[The records Boundary: Start]

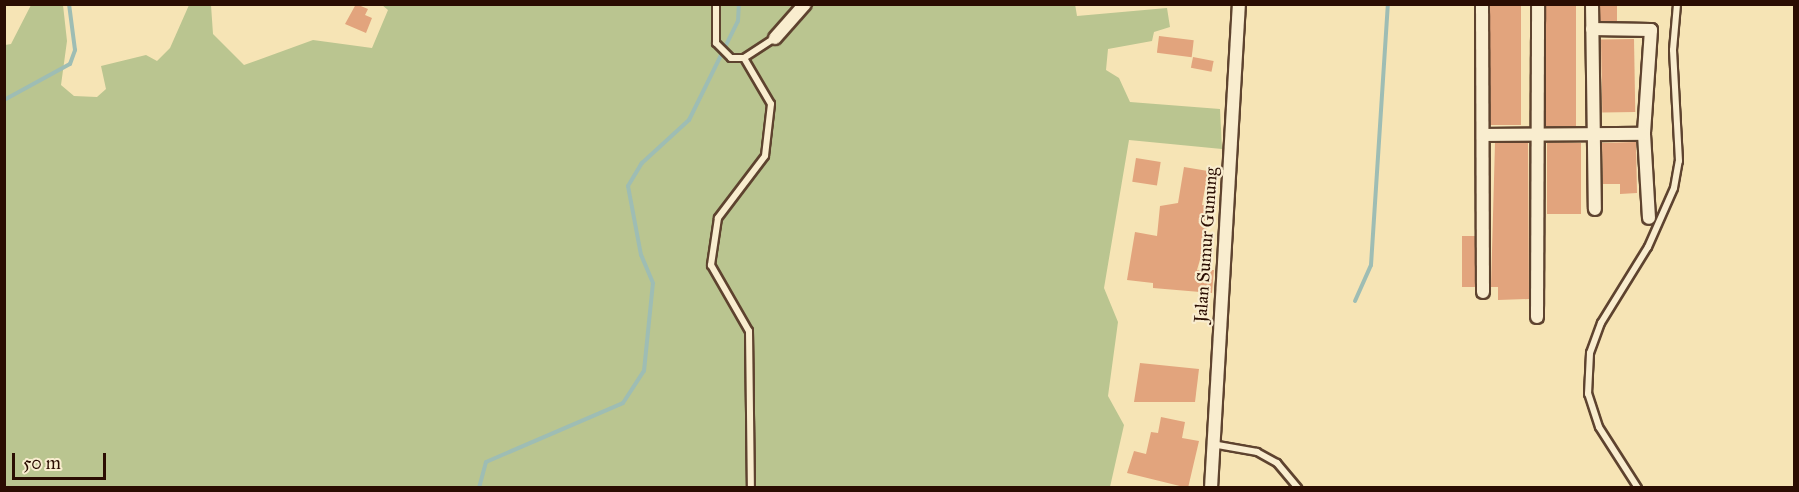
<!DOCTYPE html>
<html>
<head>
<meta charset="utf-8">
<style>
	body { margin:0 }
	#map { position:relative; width:1799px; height:492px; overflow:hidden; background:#f6e4b5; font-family:"IM FELL Great Primer",serif }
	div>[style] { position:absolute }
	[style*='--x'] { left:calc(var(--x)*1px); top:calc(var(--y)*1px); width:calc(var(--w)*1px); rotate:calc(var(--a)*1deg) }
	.green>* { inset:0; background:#bac590 }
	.stream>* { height:4px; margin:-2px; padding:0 2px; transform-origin:2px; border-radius:2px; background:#9ebdb4 }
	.building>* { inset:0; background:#e2a47d; transform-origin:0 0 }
	.roads { filter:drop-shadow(2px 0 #5e432f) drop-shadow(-2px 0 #5e432f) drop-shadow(0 2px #5e432f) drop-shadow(0 -2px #5e432f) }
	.lane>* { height:6px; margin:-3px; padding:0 3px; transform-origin:3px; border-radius:3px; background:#f9edcf }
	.street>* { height:12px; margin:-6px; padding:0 6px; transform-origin:6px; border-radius:6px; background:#f9edcf }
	span { translate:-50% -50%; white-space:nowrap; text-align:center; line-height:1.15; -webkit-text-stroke:4.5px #f9edcf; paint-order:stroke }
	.street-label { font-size:18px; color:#2b0d02 }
	.frame { position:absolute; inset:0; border:6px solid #2b0d02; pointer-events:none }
	.scale { position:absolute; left:12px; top:453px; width:94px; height:27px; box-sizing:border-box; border:3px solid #2b0d02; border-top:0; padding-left:8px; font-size:18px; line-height:21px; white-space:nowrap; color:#2b0d02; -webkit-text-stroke:4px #f9edcf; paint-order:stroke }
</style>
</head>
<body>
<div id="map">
	<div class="green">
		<i style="clip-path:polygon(1075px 4px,1077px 16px,1167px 8px,1170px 27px,1154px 32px,1152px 41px,1108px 49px,1106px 70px,1119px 78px,1130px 102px,1220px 109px,1222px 149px,1129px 140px,1104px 288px,1118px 322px,1108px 396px,1124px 425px,1110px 487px,5px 488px,5px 45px,11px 44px,31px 5px,63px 5px,67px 41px,61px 85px,74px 96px,97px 97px,106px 89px,101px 66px,146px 55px,157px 61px,170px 48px,189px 5px,211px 5px,213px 34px,244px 65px,313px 40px,372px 48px,388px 10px,382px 5px)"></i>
	</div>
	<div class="stream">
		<i style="--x:4;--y:100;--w:75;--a:-28.6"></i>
		<i style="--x:70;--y:64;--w:15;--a:-70"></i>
		<i style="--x:75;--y:50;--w:46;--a:-97.4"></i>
		<i style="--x:1355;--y:301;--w:39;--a:-66"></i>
		<i style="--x:1371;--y:265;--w:262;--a:-86.3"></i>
		<i style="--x:479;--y:488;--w:27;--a:-75"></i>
		<i style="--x:486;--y:462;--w:149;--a:-23.3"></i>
		<i style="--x:623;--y:403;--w:38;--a:-57"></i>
		<i style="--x:644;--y:371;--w:88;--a:-84.2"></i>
		<i style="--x:653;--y:283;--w:30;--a:-113"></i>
		<i style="--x:641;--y:255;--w:70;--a:-100.7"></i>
		<i style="--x:628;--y:186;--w:27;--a:-59"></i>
		<i style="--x:642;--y:163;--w:64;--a:-42.5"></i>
		<i style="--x:689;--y:120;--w:110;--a:-63.7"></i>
		<i style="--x:738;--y:21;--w:17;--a:-87"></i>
	</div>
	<div class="building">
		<i style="clip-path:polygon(356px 4px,368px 9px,365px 15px,372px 18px,366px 33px,345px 24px)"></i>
		<i style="left:1490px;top:4px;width:31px;height:121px"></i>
		<i style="left:1546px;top:4px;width:30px;height:122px"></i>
		<i style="left:1600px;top:4px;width:17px;height:17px"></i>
		<i style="left:1159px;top:36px;width:35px;height:17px;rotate:7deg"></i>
		<i style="left:1634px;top:39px;width:73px;height:33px;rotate:89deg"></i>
		<i style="left:1193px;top:57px;width:21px;height:11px;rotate:11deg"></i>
		<i style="clip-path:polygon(1636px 142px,1637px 193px,1620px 194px,1620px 184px,1603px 184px,1602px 143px)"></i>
		<i style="clip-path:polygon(1495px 143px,1528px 143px,1529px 299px,1498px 300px,1498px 287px,1491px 287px)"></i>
		<i style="left:1547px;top:143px;width:34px;height:71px"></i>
		<i style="left:1136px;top:158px;width:25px;height:24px;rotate:9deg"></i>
		<i style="clip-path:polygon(1184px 167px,1208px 171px,1202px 205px,1209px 206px,1206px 239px,1197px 270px,1214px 270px,1212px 293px,1153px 288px,1153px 283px,1127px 280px,1135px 232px,1157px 236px,1160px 206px,1178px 203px)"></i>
		<i style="left:1475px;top:236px;width:51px;height:13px;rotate:90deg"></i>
		<i style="clip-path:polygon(1140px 363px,1199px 369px,1195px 402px,1134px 402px)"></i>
		<i style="clip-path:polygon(1161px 417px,1185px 422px,1182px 438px,1199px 441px,1188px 488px,1127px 473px,1134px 451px,1146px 454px,1151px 432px,1158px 433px)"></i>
	</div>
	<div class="roads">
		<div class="lane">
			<i style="--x:716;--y:4;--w:39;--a:90"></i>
			<i style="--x:716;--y:43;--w:21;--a:45"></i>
			<i style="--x:731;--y:58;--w:13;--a:0"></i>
			<i style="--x:744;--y:58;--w:37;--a:-33"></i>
			<i style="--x:744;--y:58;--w:53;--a:59.6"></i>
			<i style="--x:771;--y:104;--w:52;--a:96.6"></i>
			<i style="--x:765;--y:156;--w:78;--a:127.2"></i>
			<i style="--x:718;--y:218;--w:48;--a:98.5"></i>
			<i style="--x:711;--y:265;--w:76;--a:60.1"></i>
			<i style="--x:749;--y:331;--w:157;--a:89.3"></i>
			<i style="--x:1212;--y:444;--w:46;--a:10.1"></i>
			<i style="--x:1257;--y:452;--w:23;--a:29"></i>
			<i style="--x:1277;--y:463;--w:33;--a:50"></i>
			<i style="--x:1638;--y:488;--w:72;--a:-122.6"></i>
			<i style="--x:1599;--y:427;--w:35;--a:-108"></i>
			<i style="--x:1588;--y:394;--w:41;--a:-87.2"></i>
			<i style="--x:1590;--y:353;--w:32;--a:-70"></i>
			<i style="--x:1601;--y:323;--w:89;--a:-58.3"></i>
			<i style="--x:1648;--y:247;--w:64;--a:-66.2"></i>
			<i style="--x:1674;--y:188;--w:27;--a:-80"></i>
			<i style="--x:1679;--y:161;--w:111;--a:-93.1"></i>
			<i style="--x:1673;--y:50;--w:46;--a:-85"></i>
		</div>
		<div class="street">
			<i style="--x:1482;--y:4;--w:288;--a:89.8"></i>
			<i style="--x:1592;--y:4;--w:205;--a:89.2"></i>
			<i style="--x:1592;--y:29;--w:59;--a:1"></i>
			<i style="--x:1651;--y:30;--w:104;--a:93.9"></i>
			<i style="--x:1644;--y:134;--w:84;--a:86.6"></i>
			<i style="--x:775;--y:38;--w:45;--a:-48.6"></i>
			<i style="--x:1485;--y:135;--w:159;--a:-0.4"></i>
			<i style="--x:1537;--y:317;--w:313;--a:-89.8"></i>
			<i style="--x:1211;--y:488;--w:485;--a:-86.7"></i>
		</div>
	</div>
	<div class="street-label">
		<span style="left:1206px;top:245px;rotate:-86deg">Jalan Sumur Gunung</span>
	</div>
	<div class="frame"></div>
	<div class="scale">50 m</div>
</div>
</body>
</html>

[The records Boundary: End]

Problem details
Write out exactly the lines above, from the very first through the line containing "translate:-50% -50%; white-space:nowrap;", both kept, with the pictures removed.

Reply
<!DOCTYPE html>
<html>
<head>
<meta charset="utf-8">
<style>
	body { margin:0 }
	#map { position:relative; width:1799px; height:492px; overflow:hidden; background:#f6e4b5; font-family:"IM FELL Great Primer",serif }
	div>[style] { position:absolute }
	[style*='--x'] { left:calc(var(--x)*1px); top:calc(var(--y)*1px); width:calc(var(--w)*1px); rotate:calc(var(--a)*1deg) }
	.green>* { inset:0; background:#bac590 }
	.stream>* { height:4px; margin:-2px; padding:0 2px; transform-origin:2px; border-radius:2px; background:#9ebdb4 }
	.building>* { inset:0; background:#e2a47d; transform-origin:0 0 }
	.roads { filter:drop-shadow(2px 0 #5e432f) drop-shadow(-2px 0 #5e432f) drop-shadow(0 2px #5e432f) drop-shadow(0 -2px #5e432f) }
	.lane>* { height:6px; margin:-3px; padding:0 3px; transform-origin:3px; border-radius:3px; background:#f9edcf }
	.street>* { height:12px; margin:-6px; padding:0 6px; transform-origin:6px; border-radius:6px; background:#f9edcf }
	span { translate:-50% -50%; white-space:nowrap; text-align:center; line-height:1.15; -webkit-text-stroke:4.5px #f9edcf; paint-order:stroke }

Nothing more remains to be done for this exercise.